Task details:
In your answer, set down the records below exactly as they stand, omitting pictures.
[Opening Supplied entries section]
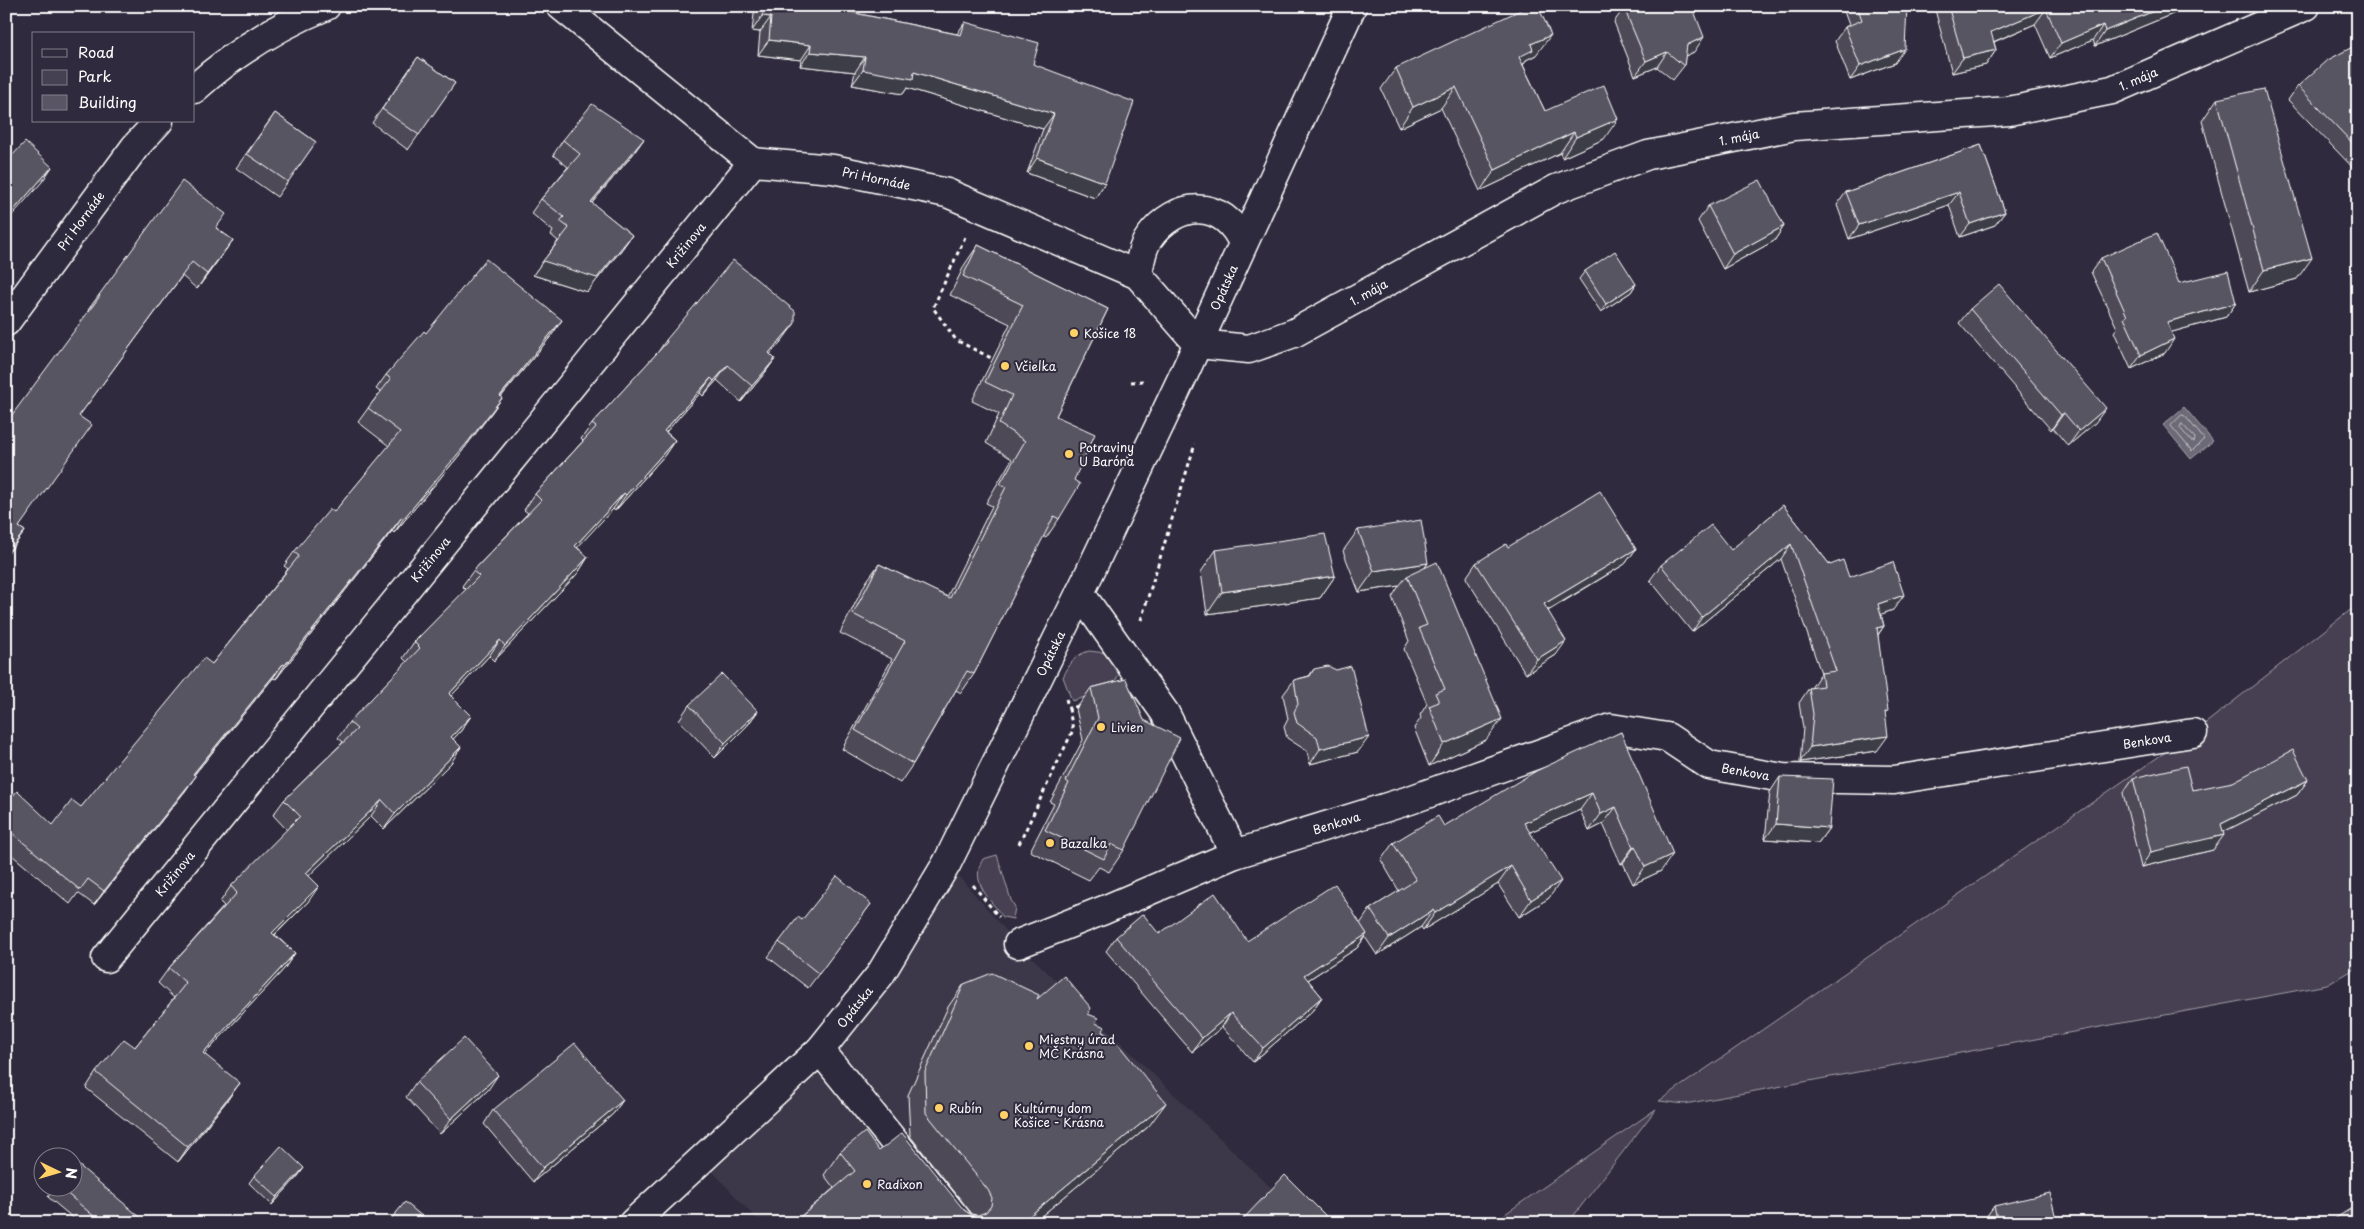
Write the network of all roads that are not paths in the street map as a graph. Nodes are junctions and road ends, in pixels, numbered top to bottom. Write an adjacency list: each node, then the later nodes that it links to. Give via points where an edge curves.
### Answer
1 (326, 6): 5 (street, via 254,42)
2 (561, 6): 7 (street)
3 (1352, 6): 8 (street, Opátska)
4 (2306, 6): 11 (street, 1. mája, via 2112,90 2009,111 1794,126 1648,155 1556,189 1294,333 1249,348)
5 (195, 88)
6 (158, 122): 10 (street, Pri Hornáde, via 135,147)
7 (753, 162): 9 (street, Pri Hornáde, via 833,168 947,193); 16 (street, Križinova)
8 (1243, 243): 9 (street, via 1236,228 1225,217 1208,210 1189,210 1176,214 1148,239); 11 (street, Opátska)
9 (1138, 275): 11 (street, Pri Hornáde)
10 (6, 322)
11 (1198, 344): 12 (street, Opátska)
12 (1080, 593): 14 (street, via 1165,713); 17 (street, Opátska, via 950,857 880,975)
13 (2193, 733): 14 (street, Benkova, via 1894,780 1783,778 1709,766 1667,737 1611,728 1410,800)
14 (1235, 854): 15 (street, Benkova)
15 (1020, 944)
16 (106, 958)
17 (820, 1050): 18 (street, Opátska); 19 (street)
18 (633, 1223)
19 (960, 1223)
[Closing Supplied entries section]
Solution:
Write the network of all roads that are not paths in the street map as a graph. Nodes are junctions and road ends, in pixels, numbered top to bottom. Write an adjacency list: each node, then the later nodes that it links to. Give via points where an edge curves.
### Answer
1 (326, 6): 5 (street, via 254,42)
2 (561, 6): 7 (street)
3 (1352, 6): 8 (street, Opátska)
4 (2306, 6): 11 (street, 1. mája, via 2112,90 2009,111 1794,126 1648,155 1556,189 1294,333 1249,348)
5 (195, 88)
6 (158, 122): 10 (street, Pri Hornáde, via 135,147)
7 (753, 162): 9 (street, Pri Hornáde, via 833,168 947,193); 16 (street, Križinova)
8 (1243, 243): 9 (street, via 1236,228 1225,217 1208,210 1189,210 1176,214 1148,239); 11 (street, Opátska)
9 (1138, 275): 11 (street, Pri Hornáde)
10 (6, 322)
11 (1198, 344): 12 (street, Opátska)
12 (1080, 593): 14 (street, via 1165,713); 17 (street, Opátska, via 950,857 880,975)
13 (2193, 733): 14 (street, Benkova, via 1894,780 1783,778 1709,766 1667,737 1611,728 1410,800)
14 (1235, 854): 15 (street, Benkova)
15 (1020, 944)
16 (106, 958)
17 (820, 1050): 18 (street, Opátska); 19 (street)
18 (633, 1223)
19 (960, 1223)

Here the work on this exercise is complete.